How to Write a Book – Show Up Daily

August 1, 2022 by frankdenneman

During the Belgium VMUG, I talked with Jeffrey Kusters and the VMUG leadership team about the challenges of writing a book. Interestingly enough, since that VMUG, the question of how to start writing a book kept appearing in my inbox, dm, and Linkedin Messaging regularly. This morning Michael Rebmann’s question convinced me that it’s book writing season again, so maybe it’s better to put my response in a central place.

I have some ideas for writing a book 📕 and I think now would be the best time to start with something like this. Any advice from #vExperts, the #vCommunity and existing #authors? Which publisher? What shall I prepare and think of first? Where do I start? 😱 pic.twitter.com/XysOqINJoC
— Michael Rebmann (@_michaelrebmann) July 30, 2022

There are millions of books and millions of authors, and that makes me believe a million ways to write a book. Here is what works best for me. Hopefully, there is something in it that will work for you too.

Show up daily

The biggest thing you can do to help you succeed is to show up daily. I suppose this can be applied to anything in life, but it applies to writing books especially. The key to understanding is the level of showing up, i.e., your output. You simply cannot write thousands and thousands of words every day. You will have high energy days and low energy days. Days spent on research. Days spent questioning simple things that lead to rabbit holes such as this: “How much MB is there in a GB? What about Gibibyte? And which one will I be using in the book? How many tables do I need to convert now?” You will lose much time and energy on things that will not show up in the book. And that can have a demoralizing effect and give you a feeling that you are not making any progress. Especially when you are still operating under the impression that you must write a couple of thousands of words daily. And this is not true, at least not in my experience.

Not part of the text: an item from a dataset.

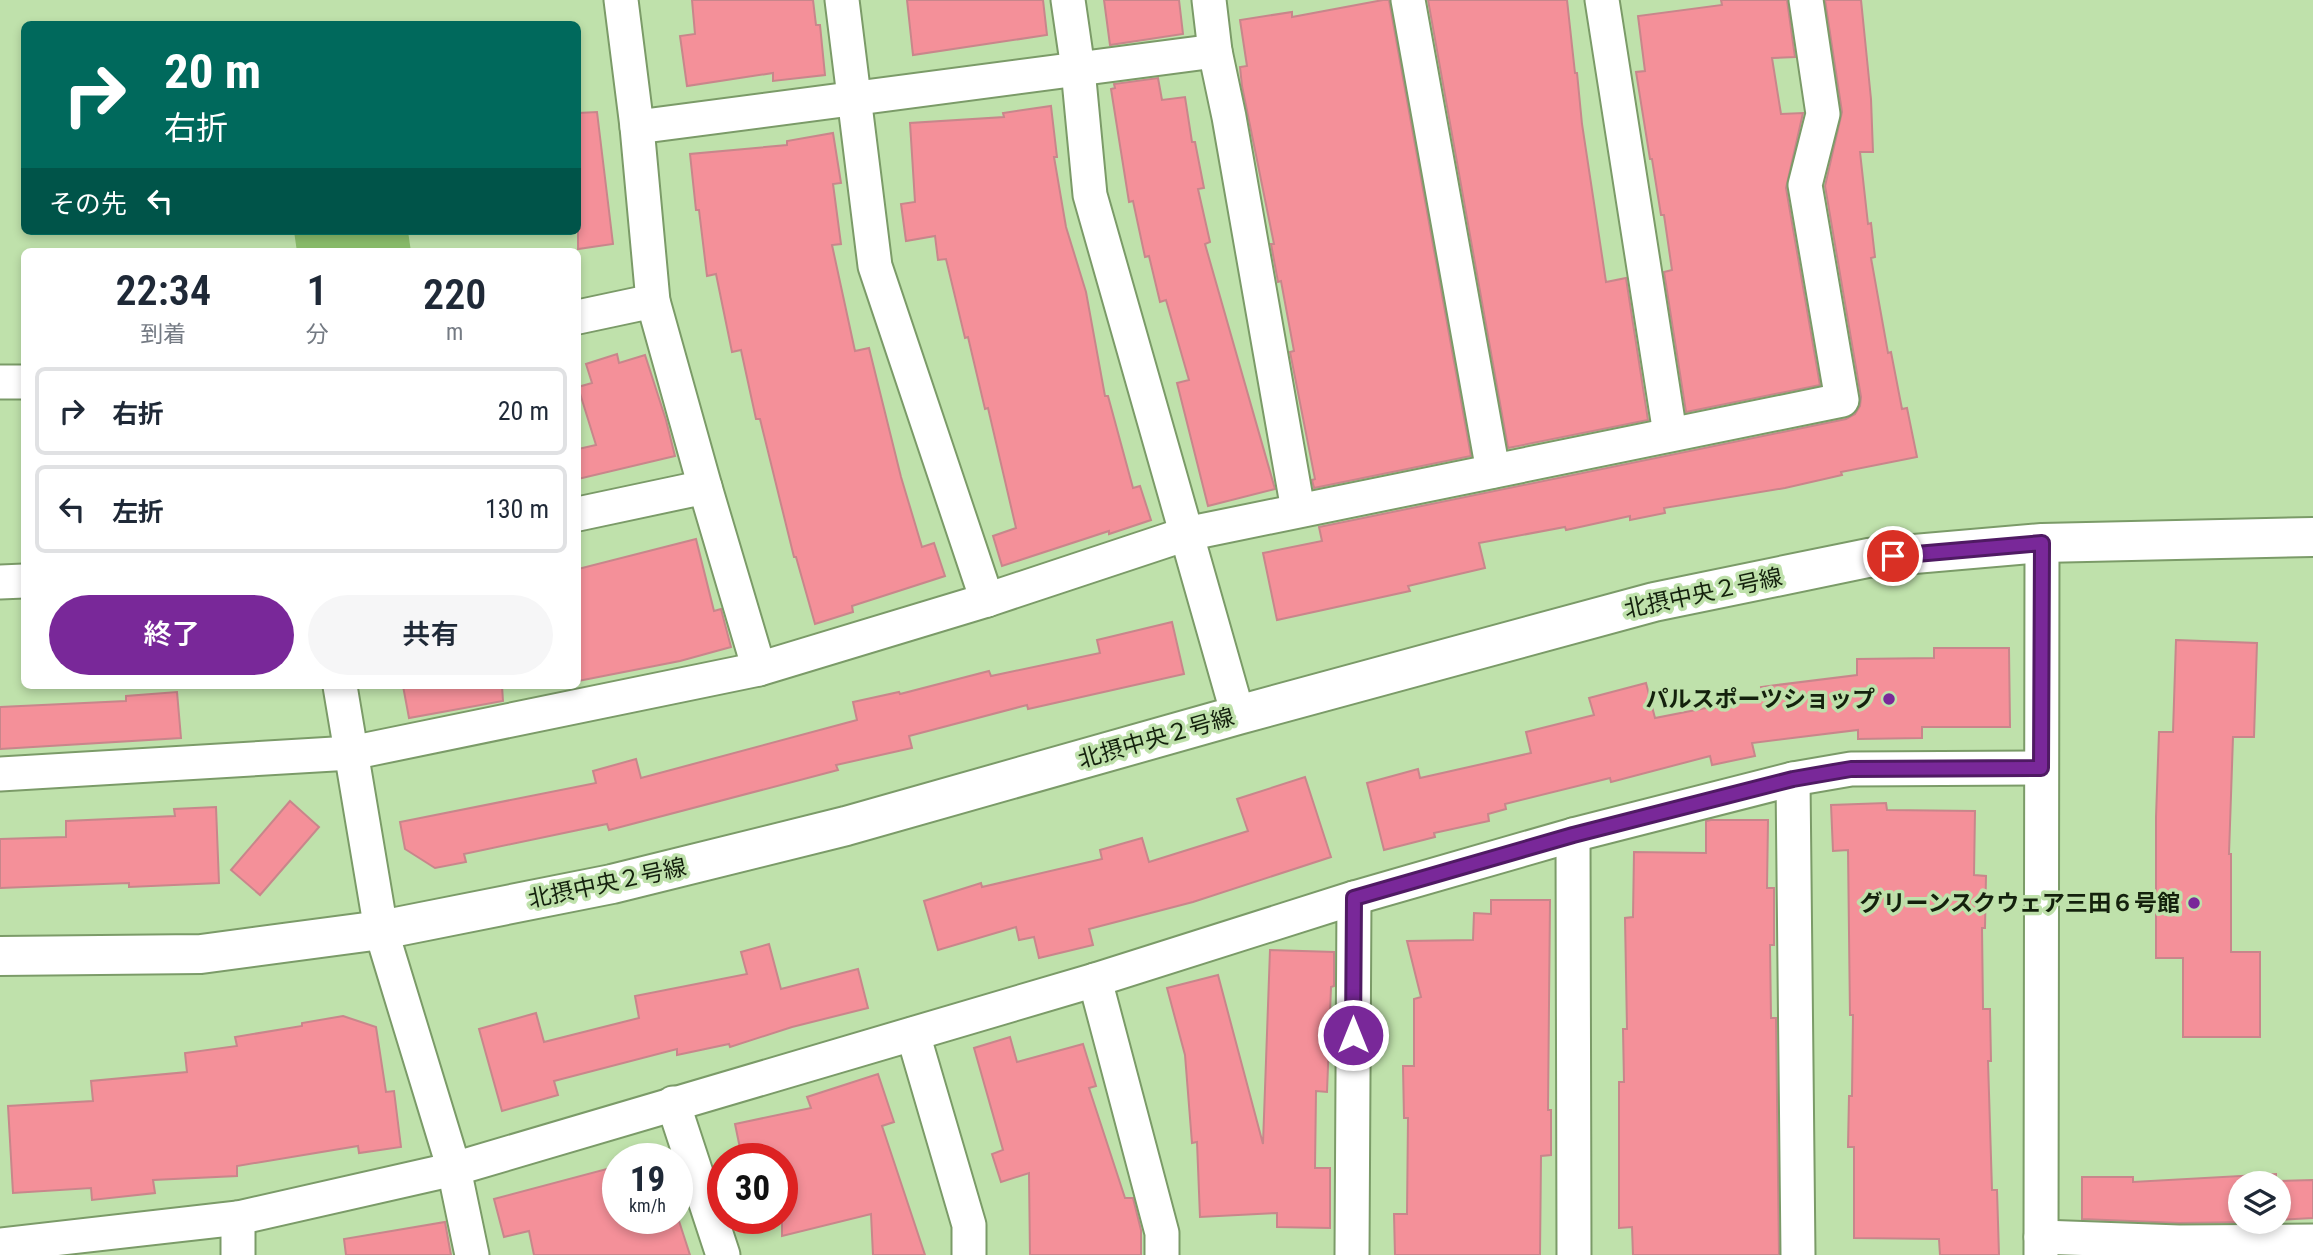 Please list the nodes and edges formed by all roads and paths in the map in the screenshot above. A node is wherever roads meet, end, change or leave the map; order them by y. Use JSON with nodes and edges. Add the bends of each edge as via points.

Showing up means doing something. This cartoon, full credits to @saraharnoldhall says it all.

Add some words to your draft each day. It doesn’t have to be a lot. Sometimes you have good days. Sometimes you have bad days. People who have known me a bit longer and listened to my podcasts might know I suffer from migraines. Writing books while being a migraine patient is not an ideal combination. You cannot “send it” every day. So you have to work around the bad days. On my bad days, I try to do light work. I reorganize my system. Clean out the whiteboard, or if possible, I will remove the interrupts. Because when I have a good day, I don’t want to get interrupted.

Getting rid of interrupts

In 2019, I wrote an article about the three books that helped me focus, Getting things done, Essentialism, and KonMari. Getting rid of stuff, ensuring everything is in the right place and only getting the stuff you need helps you eliminate interruptions. Maybe you can’t do that for your entire household, but try to do it in your office. When you want to write, you do not get interrupted by things that need your attention. You can focus on the things you want to focus on. What also helps me to retain focus is music. Preferably music without any lyrics as that seems to distract me from writing, I’ve created a 33-hour Spotify list that helps me to zone in, but I know it’s not everyone’s taste.

Tools

I use Evernote to store links to interesting articles and research papers to organize my thoughts. Grammarly heavily corrects my English, and I use Omnigraffle for my diagrams. Keeping organized properly is a timesaver long term. You will go back to your notes often, and I lost countless hours finding that one paragraph with that one datapoint that verified my thought. Safe everything, and label everything correctly.

The last thing I want to say is just do it. Write that book that you wanted to write. Cover that topic from your perspective. Make sure it is factually correct, but add some personal flavor to it. To quote Rick Rubin, “Make what you love, whatever it is, be your own audience. So make the thing you love for you, the audience.”